» Work order: The data below must be returned in full and exactly.

Collected data entries:
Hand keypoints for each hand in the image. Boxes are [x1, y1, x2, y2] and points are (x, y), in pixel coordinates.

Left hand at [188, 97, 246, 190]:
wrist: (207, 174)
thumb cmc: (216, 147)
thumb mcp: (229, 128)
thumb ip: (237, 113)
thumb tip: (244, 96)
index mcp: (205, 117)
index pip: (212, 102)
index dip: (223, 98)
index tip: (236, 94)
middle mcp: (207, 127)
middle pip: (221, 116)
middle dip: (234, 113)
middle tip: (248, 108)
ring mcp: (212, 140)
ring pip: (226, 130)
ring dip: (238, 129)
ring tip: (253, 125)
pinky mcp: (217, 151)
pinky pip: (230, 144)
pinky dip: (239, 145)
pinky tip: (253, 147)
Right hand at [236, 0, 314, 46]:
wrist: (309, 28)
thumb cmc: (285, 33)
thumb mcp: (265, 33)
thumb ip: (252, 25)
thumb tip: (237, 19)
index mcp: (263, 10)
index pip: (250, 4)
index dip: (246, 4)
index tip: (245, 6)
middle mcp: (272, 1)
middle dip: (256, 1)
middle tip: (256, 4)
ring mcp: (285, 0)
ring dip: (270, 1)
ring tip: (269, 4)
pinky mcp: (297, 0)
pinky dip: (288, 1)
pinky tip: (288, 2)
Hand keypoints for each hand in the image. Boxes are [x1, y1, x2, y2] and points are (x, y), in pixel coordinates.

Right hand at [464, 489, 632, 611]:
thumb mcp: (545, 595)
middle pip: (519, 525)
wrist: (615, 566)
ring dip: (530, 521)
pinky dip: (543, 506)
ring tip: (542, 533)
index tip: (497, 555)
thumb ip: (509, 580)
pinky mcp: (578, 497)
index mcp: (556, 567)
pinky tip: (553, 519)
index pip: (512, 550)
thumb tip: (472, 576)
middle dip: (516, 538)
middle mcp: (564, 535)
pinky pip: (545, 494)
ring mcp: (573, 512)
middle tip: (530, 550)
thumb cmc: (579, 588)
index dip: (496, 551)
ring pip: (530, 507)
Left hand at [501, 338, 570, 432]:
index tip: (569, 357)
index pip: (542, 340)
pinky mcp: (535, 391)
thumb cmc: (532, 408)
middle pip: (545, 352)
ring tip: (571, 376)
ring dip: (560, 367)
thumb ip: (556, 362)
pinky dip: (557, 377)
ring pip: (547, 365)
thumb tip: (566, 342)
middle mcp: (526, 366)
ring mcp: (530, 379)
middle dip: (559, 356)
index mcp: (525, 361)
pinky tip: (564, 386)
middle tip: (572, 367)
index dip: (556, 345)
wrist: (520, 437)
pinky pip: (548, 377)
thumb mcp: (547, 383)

» Task result:
Hand keypoints for each hand in the image. Boxes are [x1, y1, x2, y2] and points are (x, y), in pixel coordinates.

Left hand at [188, 97, 246, 190]:
wrist: (207, 174)
thumb cmc: (216, 147)
thumb mcp: (229, 128)
thumb ip: (237, 113)
thumb tip: (244, 96)
index mcp: (205, 117)
index pip: (212, 102)
index dip: (223, 98)
index tip: (236, 94)
middle mcp: (207, 127)
middle pip: (221, 116)
middle dip: (234, 113)
middle tip: (248, 108)
ring mcp: (212, 140)
ring pip: (226, 130)
ring dip: (238, 129)
ring tip: (253, 125)
pinky mcp: (217, 151)
pinky pip: (230, 144)
pinky dip: (239, 145)
pinky tip: (253, 147)
Right hand at [236, 0, 314, 46]:
wrist: (309, 28)
thumb cmc: (285, 33)
thumb mcp: (265, 33)
thumb ip: (252, 25)
thumb tip: (237, 19)
index mcp: (263, 10)
index pip: (250, 4)
index dip: (246, 4)
index tip: (245, 6)
middle mcp: (272, 1)
middle dip: (256, 1)
middle tip: (256, 4)
ring mcp: (285, 0)
ring dip: (270, 1)
ring tip: (269, 4)
pinky mcp: (297, 0)
pinky dip: (288, 1)
pinky tip: (288, 2)
Hand keypoints for each hand in the image. Boxes are [x1, y1, x2, y2] and points are (x, y), in pixel coordinates.

Right hand at [464, 489, 632, 611]:
thumb mcp: (545, 595)
middle pip: (519, 525)
wrist: (615, 566)
ring dip: (530, 521)
pinky dip: (543, 506)
ring tip: (542, 533)
index tip: (497, 555)
thumb ip: (509, 580)
pinky mcp: (578, 497)
index mcp: (556, 567)
pinky tip: (553, 519)
index pip: (512, 550)
thumb tip: (472, 576)
middle dip: (516, 538)
middle mcp: (564, 535)
pinky pip: (545, 494)
ring mcp: (573, 512)
middle tip: (530, 550)
thumb cmc: (579, 588)
index dip: (496, 551)
ring pip: (530, 507)
Left hand at [501, 338, 570, 432]:
index tip: (569, 357)
index pip: (542, 340)
pinky mcp: (535, 391)
thumb cmc: (532, 408)
middle pip: (545, 352)
ring tip: (571, 376)
ring dip: (560, 367)
thumb ip: (556, 362)
pinky dip: (557, 377)
ring pip: (547, 365)
thumb tip: (566, 342)
middle mcp: (526, 366)
ring mcp: (530, 379)
middle dip: (559, 356)
index mcp: (525, 361)
pinky tip: (564, 386)
middle tip: (572, 367)
index dip: (556, 345)
wrist: (520, 437)
pinky pip: (548, 377)
thumb mcp: (547, 383)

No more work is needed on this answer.